### Your goal
Each line of the listing that includes "with" should be reported.

### Extracted data
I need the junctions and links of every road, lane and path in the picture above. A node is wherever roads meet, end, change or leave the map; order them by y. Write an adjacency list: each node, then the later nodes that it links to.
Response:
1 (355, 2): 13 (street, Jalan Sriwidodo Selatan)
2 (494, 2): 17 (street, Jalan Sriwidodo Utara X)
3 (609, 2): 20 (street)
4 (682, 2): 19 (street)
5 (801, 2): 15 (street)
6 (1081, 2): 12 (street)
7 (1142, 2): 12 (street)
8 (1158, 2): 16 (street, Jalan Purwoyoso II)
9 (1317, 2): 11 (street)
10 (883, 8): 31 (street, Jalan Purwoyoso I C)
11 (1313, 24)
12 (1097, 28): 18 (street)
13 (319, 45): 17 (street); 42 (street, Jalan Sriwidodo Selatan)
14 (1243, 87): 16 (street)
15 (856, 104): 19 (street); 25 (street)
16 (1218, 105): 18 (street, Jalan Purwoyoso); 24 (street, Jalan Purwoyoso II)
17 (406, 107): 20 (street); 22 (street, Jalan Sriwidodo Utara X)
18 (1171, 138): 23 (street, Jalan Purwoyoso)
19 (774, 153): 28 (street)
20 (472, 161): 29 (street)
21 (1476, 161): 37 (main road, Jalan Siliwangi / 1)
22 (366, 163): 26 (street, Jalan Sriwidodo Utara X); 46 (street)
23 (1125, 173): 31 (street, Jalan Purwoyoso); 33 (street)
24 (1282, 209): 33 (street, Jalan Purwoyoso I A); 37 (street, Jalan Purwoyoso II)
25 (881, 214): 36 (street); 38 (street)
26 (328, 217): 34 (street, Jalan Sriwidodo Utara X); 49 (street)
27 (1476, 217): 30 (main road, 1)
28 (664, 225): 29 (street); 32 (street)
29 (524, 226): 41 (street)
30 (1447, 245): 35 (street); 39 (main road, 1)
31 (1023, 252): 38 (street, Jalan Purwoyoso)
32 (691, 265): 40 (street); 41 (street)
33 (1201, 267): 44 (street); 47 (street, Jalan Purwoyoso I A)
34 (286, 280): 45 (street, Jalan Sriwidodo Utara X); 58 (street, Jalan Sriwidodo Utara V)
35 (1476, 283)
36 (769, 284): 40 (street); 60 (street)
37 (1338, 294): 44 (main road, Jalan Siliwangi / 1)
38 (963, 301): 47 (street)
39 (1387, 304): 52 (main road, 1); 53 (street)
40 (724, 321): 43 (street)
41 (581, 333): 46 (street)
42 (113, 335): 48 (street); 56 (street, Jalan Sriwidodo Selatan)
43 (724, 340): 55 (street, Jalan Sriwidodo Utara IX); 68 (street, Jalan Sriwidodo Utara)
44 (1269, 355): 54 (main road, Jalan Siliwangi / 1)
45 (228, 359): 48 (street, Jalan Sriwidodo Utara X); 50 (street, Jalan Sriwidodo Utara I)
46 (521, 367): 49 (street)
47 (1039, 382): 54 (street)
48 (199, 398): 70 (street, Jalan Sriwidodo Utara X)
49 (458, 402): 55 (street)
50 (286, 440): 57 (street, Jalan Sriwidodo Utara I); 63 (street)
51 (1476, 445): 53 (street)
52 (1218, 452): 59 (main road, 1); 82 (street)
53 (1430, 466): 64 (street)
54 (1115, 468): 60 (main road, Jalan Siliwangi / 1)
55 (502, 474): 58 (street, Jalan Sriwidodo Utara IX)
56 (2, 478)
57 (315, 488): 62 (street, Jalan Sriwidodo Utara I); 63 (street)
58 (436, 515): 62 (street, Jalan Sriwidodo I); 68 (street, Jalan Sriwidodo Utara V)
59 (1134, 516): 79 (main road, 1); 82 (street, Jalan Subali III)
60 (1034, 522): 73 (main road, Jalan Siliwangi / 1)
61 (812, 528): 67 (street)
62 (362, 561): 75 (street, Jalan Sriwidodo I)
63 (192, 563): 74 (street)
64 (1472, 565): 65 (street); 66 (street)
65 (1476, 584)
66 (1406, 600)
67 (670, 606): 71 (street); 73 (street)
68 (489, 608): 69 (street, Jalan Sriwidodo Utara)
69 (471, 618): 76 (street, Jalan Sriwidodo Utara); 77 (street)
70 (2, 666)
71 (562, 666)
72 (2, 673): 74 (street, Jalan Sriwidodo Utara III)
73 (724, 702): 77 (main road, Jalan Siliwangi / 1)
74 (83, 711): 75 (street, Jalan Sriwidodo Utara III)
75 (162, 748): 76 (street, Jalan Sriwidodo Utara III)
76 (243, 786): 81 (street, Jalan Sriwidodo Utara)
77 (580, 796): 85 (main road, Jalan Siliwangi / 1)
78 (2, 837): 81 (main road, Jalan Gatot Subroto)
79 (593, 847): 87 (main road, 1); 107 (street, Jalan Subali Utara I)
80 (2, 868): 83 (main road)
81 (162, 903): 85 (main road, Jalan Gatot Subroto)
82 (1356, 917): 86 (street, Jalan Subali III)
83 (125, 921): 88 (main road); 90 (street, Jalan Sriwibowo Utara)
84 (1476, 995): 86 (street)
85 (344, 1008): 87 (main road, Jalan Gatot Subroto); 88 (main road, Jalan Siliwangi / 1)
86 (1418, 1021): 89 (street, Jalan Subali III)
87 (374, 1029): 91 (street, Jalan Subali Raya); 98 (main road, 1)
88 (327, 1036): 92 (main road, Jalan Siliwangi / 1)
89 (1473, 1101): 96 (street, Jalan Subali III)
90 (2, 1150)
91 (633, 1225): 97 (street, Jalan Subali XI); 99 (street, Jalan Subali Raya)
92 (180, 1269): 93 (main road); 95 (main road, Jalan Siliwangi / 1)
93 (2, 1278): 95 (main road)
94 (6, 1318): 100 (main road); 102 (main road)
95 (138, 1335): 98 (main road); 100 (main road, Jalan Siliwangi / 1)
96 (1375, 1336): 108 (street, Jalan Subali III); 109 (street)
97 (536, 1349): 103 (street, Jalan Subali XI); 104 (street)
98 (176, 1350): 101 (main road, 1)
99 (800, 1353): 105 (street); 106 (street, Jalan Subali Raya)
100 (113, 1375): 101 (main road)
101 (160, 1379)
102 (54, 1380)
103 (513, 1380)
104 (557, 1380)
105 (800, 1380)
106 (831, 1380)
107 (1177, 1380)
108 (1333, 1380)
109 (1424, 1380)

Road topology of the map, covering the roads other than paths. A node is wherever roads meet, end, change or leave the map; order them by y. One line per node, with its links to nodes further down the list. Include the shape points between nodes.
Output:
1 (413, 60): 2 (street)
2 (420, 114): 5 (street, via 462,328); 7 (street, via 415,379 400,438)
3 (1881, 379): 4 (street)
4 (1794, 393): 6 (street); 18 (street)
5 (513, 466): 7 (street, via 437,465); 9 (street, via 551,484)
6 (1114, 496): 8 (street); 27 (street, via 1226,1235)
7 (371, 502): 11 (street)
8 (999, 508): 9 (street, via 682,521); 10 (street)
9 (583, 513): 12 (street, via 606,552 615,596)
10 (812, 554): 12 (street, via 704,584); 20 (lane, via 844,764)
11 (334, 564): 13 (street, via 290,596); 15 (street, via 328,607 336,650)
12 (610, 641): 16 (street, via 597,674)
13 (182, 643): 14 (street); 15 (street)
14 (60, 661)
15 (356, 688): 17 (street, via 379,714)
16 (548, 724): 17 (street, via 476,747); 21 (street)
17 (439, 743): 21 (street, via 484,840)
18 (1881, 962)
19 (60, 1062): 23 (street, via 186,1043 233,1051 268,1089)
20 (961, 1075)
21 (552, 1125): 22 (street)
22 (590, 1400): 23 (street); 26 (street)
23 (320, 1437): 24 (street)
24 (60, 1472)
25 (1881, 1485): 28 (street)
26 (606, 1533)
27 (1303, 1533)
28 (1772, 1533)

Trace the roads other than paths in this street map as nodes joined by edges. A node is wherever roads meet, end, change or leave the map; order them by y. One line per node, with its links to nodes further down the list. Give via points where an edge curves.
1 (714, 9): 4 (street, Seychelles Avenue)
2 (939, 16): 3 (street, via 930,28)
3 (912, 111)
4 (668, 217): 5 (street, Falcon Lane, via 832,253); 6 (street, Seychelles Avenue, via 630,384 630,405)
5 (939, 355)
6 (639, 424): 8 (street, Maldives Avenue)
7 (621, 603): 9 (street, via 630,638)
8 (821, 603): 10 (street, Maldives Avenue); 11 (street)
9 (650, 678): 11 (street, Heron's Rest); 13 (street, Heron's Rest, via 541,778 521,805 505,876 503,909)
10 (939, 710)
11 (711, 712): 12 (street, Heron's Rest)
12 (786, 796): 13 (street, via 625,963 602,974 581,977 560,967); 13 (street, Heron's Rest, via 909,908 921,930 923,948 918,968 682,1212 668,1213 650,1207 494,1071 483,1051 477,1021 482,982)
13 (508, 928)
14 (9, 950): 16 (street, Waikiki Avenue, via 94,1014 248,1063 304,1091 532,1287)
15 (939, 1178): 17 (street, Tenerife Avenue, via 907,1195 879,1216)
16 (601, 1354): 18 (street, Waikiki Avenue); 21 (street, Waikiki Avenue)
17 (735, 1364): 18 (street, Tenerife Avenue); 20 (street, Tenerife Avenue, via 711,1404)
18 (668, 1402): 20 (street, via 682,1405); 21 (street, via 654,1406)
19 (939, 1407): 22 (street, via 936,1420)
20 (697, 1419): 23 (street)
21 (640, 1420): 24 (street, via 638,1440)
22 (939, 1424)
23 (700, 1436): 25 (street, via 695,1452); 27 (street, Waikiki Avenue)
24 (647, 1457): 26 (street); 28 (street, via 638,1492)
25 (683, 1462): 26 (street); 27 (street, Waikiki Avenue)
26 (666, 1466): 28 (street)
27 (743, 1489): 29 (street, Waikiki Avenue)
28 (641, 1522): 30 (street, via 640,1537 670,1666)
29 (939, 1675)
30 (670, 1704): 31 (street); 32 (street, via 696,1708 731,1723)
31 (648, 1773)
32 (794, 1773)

### Output for this task
Road topology of the map, covering the roads other than paths. A node is wherever roads meet, end, change or leave the map; order them by y. One line per node, with its links to nodes further down the list. Include the shape points between nodes.
Trace the roads other than paths in this street map as nodes joined by edges. A node is wherever roads meet, end, change or leave the map; order them by y. One line per node, with its links to nodes further down the list. Give via points where an edge curves.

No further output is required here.